NLP for the other 6.5 billion people
A Python toolkit that treats 165-language tokenization as table stakes, not a stretch goal.

What it does
Polyglot is a Python NLP pipeline built for breadth over depth. It detects 196 languages, tokenizes 165 of them, and runs sentiment analysis, embeddings, morphology, and transliteration across triple-digit language counts. The API is deliberately simple: wrap a string in Text() or Word() and call methods like .pos_tags, .entities, or .polarity.
The interesting bit
The project inverts the usual NLP hierarchy. English gets 16 languages’ worth of POS tagging; everyone else gets tokenization and embeddings at minimum. The README’s German NER example outputs raw I-LOC and I-PER tags with escaped Unicode—no polish, just proof it works.
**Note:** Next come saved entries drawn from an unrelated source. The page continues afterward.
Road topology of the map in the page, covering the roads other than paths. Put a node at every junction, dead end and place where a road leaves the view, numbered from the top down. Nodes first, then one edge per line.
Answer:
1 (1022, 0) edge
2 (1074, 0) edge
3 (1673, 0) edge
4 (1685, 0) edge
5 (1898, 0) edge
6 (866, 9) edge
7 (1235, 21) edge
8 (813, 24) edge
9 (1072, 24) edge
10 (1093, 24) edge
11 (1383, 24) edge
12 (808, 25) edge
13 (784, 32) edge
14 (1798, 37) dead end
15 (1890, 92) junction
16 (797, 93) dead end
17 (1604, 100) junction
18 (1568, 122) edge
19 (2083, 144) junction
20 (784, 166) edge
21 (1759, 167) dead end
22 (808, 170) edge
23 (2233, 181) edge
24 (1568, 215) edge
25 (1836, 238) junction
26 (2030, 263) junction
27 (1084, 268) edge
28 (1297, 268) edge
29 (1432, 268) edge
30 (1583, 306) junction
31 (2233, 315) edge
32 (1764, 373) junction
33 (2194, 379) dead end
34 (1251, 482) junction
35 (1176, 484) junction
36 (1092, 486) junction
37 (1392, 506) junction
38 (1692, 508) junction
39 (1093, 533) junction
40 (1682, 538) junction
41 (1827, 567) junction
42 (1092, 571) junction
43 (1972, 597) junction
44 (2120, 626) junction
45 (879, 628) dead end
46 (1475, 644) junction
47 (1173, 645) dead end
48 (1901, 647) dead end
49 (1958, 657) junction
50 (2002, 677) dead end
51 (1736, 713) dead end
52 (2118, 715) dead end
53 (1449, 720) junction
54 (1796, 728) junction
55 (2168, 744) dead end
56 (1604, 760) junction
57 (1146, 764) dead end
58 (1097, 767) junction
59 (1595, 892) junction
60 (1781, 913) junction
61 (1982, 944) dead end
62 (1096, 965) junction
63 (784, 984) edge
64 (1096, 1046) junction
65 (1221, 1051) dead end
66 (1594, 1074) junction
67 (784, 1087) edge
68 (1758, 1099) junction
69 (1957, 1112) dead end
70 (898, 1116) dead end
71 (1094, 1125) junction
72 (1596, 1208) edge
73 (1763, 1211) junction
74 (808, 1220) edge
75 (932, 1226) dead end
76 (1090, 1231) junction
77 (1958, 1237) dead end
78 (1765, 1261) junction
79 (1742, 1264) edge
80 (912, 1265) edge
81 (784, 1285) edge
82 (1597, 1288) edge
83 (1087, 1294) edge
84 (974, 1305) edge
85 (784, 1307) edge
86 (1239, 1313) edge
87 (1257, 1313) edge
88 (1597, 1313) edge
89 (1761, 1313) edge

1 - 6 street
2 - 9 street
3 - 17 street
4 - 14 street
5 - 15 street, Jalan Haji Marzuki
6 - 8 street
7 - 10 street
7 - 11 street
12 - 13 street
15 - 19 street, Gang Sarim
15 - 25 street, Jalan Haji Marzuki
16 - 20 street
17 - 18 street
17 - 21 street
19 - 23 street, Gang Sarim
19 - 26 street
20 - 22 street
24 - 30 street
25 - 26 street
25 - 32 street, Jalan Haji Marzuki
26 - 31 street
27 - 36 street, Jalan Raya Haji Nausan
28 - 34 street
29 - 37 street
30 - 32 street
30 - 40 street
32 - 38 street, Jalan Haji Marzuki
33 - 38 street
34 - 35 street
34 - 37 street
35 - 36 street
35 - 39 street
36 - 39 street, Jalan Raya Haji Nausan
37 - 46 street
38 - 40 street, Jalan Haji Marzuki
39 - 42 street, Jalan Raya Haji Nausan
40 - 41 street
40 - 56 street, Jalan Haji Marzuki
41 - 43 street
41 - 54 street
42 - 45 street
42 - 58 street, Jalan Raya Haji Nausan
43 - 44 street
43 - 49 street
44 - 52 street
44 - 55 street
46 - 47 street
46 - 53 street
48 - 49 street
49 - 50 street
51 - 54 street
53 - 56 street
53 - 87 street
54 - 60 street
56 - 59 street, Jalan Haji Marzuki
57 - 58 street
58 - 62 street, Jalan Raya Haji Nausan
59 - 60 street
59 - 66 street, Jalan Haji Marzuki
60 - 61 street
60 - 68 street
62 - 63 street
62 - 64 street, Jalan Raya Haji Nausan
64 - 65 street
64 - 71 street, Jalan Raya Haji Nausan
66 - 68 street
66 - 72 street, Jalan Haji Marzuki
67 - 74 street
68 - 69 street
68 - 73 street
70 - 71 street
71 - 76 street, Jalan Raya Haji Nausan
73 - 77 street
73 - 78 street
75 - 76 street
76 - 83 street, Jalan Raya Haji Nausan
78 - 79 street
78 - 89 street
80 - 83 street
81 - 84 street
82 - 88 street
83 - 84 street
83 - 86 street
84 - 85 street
That’s the aesthetic: coverage first, refinement later.
Key highlights
- 196-language detection, 165-language tokenization, 137-language word embeddings
- Single-object API:
Text(string).words,Word(string, language="en").neighbors - Morphological decomposition (“Preprocessing” →
['Pre', 'process', 'ing']) - Cyrillic transliteration: English “preprocessing” becomes
препрокессинг - GPLv3 licensed, Travis CI + ReadTheDocs infrastructure
Caveats
- POS tagging only covers 16 languages; coverage is uneven across features
- Last significant README activity appears pre-2017 (Travis CI badge, Python 2
u""strings in examples) - No candidate images or screenshots provided in repository
Verdict
Grab this if you’re prototyping multilingual pipelines and need broad language detection or transliteration without training custom models. Skip it if you need state-of-the-art accuracy on English-only tasks—spaCy or Stanza have overtaken it there.